What is a DKIM record?

A DKIM record is a DNS TXT record containing a public cryptographic key. It allows receiving mail servers to verify that email signatures are authentic and the message was not altered in transit. Every domain that sends email should have DKIM configured.

How to check DKIM record of a domain?

Enter the domain in our DKIM checker above and click "Check DKIM". The tool auto-detects selectors, parses tags, checks key strength, and runs 10 validation checks. You can also specify a selector manually or use dig selector._domainkey.domain.com TXT.

What is a DKIM selector?

A selector identifies which DKIM key to use. The key lives at selector._domainkey.domain.com. Different services use different selectors (Google = "google", Microsoft = "selector1"). Our tool auto-detects 65+ common selectors.

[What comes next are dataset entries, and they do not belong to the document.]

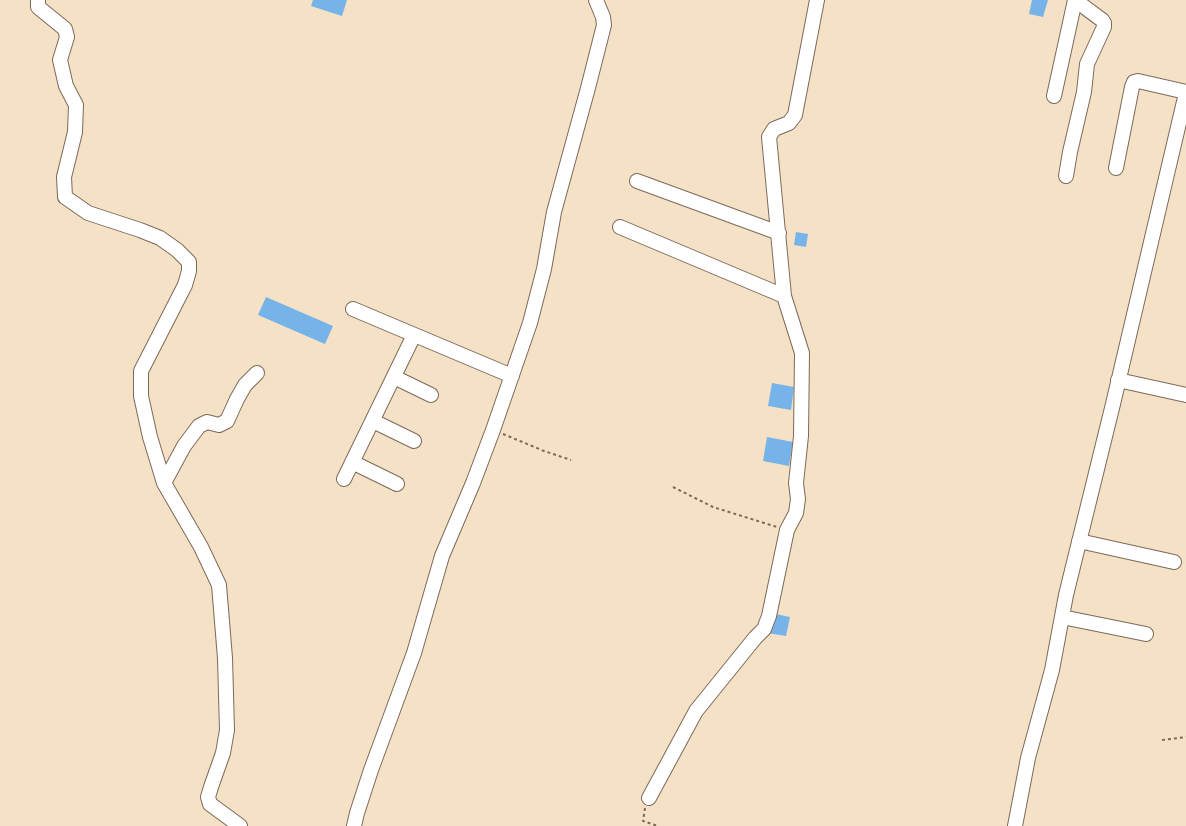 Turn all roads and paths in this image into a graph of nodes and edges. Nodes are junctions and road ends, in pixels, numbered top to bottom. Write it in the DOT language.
graph roads {
  1 [pos="38,0"];
  2 [pos="596,0"];
  3 [pos="818,0"];
  4 [pos="1075,0"];
  5 [pos="1186,93"];
  6 [pos="1054,96"];
  7 [pos="1116,168"];
  8 [pos="1066,176"];
  9 [pos="637,181"];
  10 [pos="620,227"];
  11 [pos="779,233"];
  12 [pos="784,296"];
  13 [pos="353,309"];
  14 [pos="414,335"];
  15 [pos="257,373"];
  16 [pos="512,376"];
  17 [pos="394,377"];
  18 [pos="1118,380"];
  19 [pos="431,395"];
  20 [pos="1186,395"];
  21 [pos="373,420"];
  22 [pos="493,430"];
  23 [pos="414,440"];
  24 [pos="571,460"];
  25 [pos="352,462"];
  26 [pos="344,479"];
  27 [pos="164,483"];
  28 [pos="397,484"];
  29 [pos="673,488"];
  30 [pos="787,530"];
  31 [pos="1079,541"];
  32 [pos="1174,562"];
  33 [pos="1062,617"];
  34 [pos="1146,634"];
  35 [pos="1186,737"];
  36 [pos="1162,740"];
  37 [pos="649,798"];
  38 [pos="240,826"];
  39 [pos="354,826"];
  40 [pos="658,826"];
  41 [pos="1015,826"];
  1 -- 27 [label="street"];
  2 -- 16 [label="street"];
  3 -- 11 [label="street"];
  4 -- 6 [label="street"];
  4 -- 8 [label="street"];
  5 -- 7 [label="street"];
  5 -- 18 [label="street"];
  9 -- 11 [label="street"];
  10 -- 12 [label="street"];
  11 -- 12 [label="street"];
  12 -- 30 [label="street"];
  13 -- 14 [label="street"];
  14 -- 16 [label="street"];
  14 -- 17 [label="street"];
  15 -- 27 [label="street"];
  16 -- 22 [label="street"];
  17 -- 19 [label="street"];
  17 -- 21 [label="street"];
  18 -- 20 [label="street"];
  18 -- 31 [label="street"];
  21 -- 23 [label="street"];
  21 -- 25 [label="street"];
  22 -- 24 [label="path"];
  22 -- 39 [label="street"];
  25 -- 26 [label="street"];
  25 -- 28 [label="street"];
  27 -- 38 [label="street"];
  29 -- 30 [label="path"];
  30 -- 37 [label="street"];
  31 -- 32 [label="street"];
  31 -- 33 [label="street"];
  33 -- 34 [label="street"];
  33 -- 41 [label="street"];
  35 -- 36 [label="path"];
  37 -- 40 [label="path"];
} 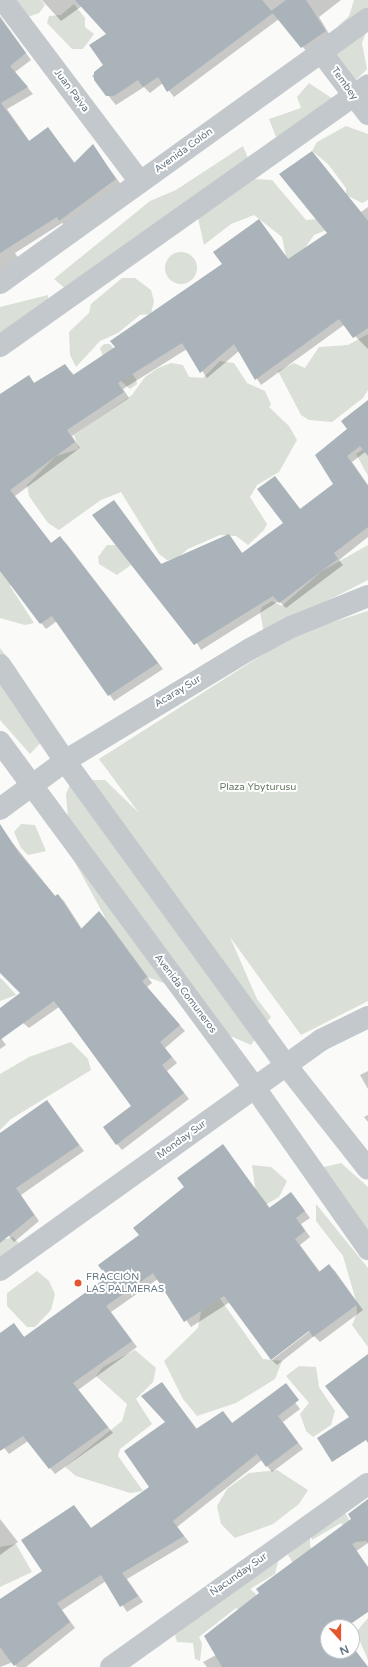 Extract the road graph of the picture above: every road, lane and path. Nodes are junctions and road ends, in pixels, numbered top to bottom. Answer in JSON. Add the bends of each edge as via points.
{"nodes":[{"id":1,"x":3,"y":0,"type":"edge"},
{"id":2,"x":368,"y":19,"type":"edge"},
{"id":3,"x":321,"y":52,"type":"junction"},
{"id":4,"x":360,"y":90,"type":"edge"},
{"id":5,"x":368,"y":114,"type":"edge"},
{"id":6,"x":140,"y":182,"type":"junction"},
{"id":7,"x":0,"y":283,"type":"edge"},
{"id":8,"x":0,"y":346,"type":"edge"},
{"id":9,"x":368,"y":596,"type":"edge"},
{"id":10,"x":0,"y":664,"type":"edge"},
{"id":11,"x":0,"y":742,"type":"edge"},
{"id":12,"x":65,"y":761,"type":"junction"},
{"id":13,"x":31,"y":786,"type":"junction"},
{"id":14,"x":0,"y":809,"type":"edge"},
{"id":15,"x":368,"y":1017,"type":"edge"},
{"id":16,"x":286,"y":1064,"type":"junction"},
{"id":17,"x":255,"y":1088,"type":"junction"},
{"id":18,"x":368,"y":1169,"type":"edge"},
{"id":19,"x":368,"y":1249,"type":"edge"},
{"id":20,"x":0,"y":1270,"type":"edge"},
{"id":21,"x":368,"y":1484,"type":"edge"},
{"id":22,"x":110,"y":1667,"type":"edge"}],
"edges":[{"from":1,"to":6,"type":"street","name":"Juan Paiva"},
{"from":2,"to":3,"type":"street","name":"Avenida Colón"},
{"from":3,"to":4,"type":"street","name":"Tembey"},
{"from":3,"to":6,"type":"street","name":"Avenida Colón"},
{"from":4,"to":5,"type":"street","name":"Tembey"},
{"from":4,"to":8,"type":"street"},
{"from":6,"to":7,"type":"street","name":"Avenida Colón"},
{"from":9,"to":12,"type":"street","name":"Acaray Sur","via":[[291,627],[250,649]]},
{"from":10,"to":12,"type":"street"},
{"from":11,"to":13,"type":"street","name":"Avenida Comuneros"},
{"from":12,"to":13,"type":"street","name":"Acaray Sur"},
{"from":12,"to":16,"type":"street"},
{"from":13,"to":14,"type":"street","name":"Acaray Sur"},
{"from":13,"to":17,"type":"street","name":"Avenida Comuneros"},
{"from":15,"to":16,"type":"street","name":"Monday Sur","via":[[321,1040]]},
{"from":16,"to":17,"type":"street","name":"Monday Sur"},
{"from":16,"to":18,"type":"street"},
{"from":17,"to":19,"type":"street","name":"Avenida Comuneros"},
{"from":17,"to":20,"type":"street","name":"Monday Sur"},
{"from":21,"to":22,"type":"street","name":"Ńacunday Sur"}]} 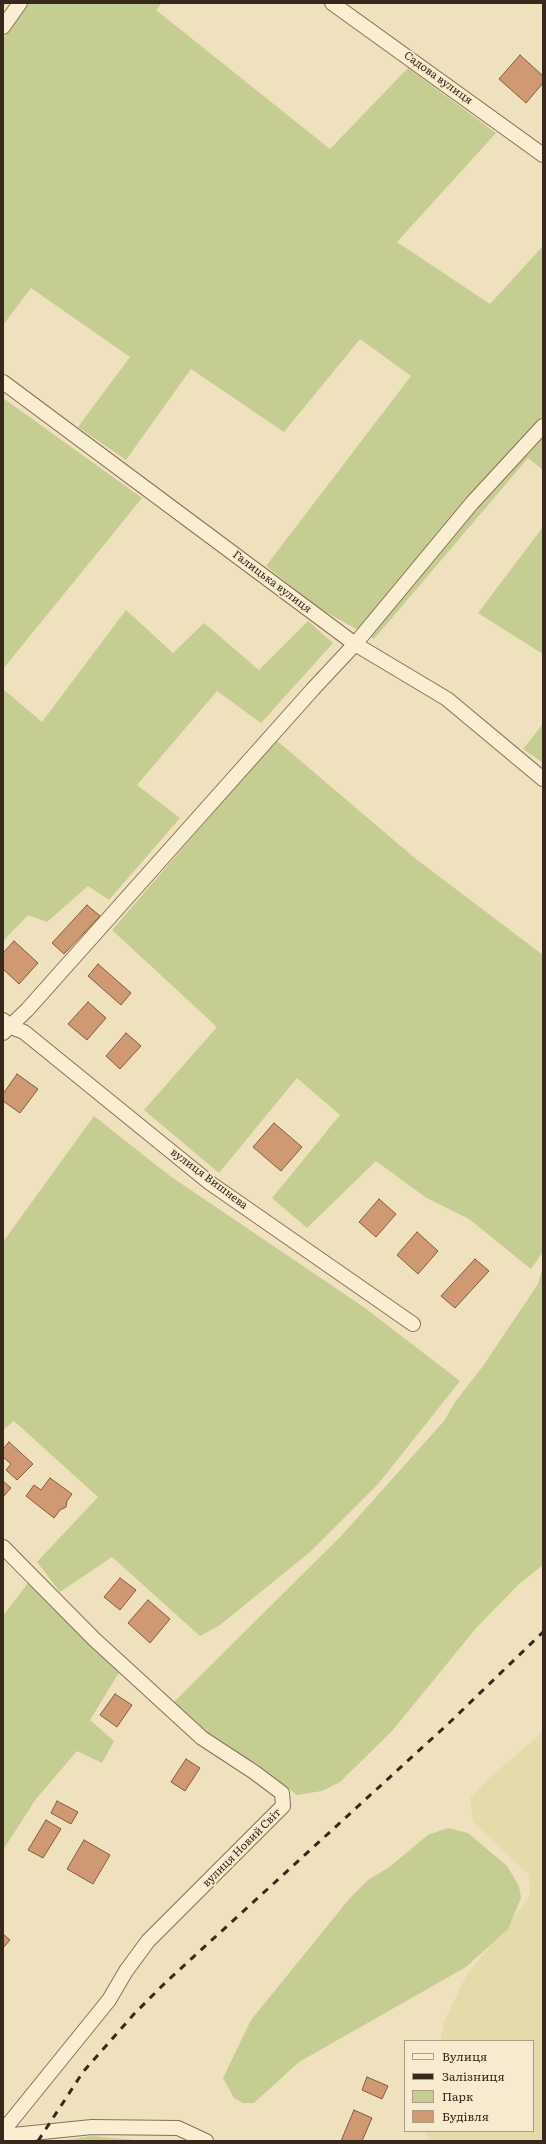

What DKIM key size should I use?

Use at least 2048-bit RSA keys. 1024-bit keys are considered weak. Ed25519 is a modern alternative with equivalent security at smaller sizes (256-bit). Our DKIM check reports key size and warns about weak keys.

How do SPF, DKIM, and DMARC work together?

SPF verifies sender IP, DKIM verifies message integrity, and DMARC ties them together with alignment checks and enforcement policy (none/quarantine/reject). All three should be configured.

How do I find my DKIM selector?

Three ways: (1) Use our DKIM checker — auto-scans 65+ selectors. (2) Check email headers — look for DKIM-Signature: s=selector. (3) Check your email provider's documentation for their default selector name.

What does DKIM testing mode (t=y) mean?

The t=y flag means testing mode. Receiving servers should not reject emails based on DKIM failures. Useful during setup to test without affecting delivery. Remove t=y once DKIM is confirmed working.

What happens when a DKIM key is revoked?

A revoked key has an empty public key (p=). This tells receivers the selector is no longer valid. Used during key rotation after the new key is deployed. Our DKIM checker detects and flags revoked keys.

How often should I rotate DKIM keys?

Every 6-12 months. Steps: publish new key with new selector, update mail server, keep old key active briefly for in-flight emails, then revoke old selector. Use our DKIM checker to verify both old and new keys.

Is this DKIM checker free?

Yes, completely free. Check unlimited domains, auto-detect selectors, analyze key types and sizes, parse all DKIM tags, and get health scores with 10 validation checks. No registration or rate limits.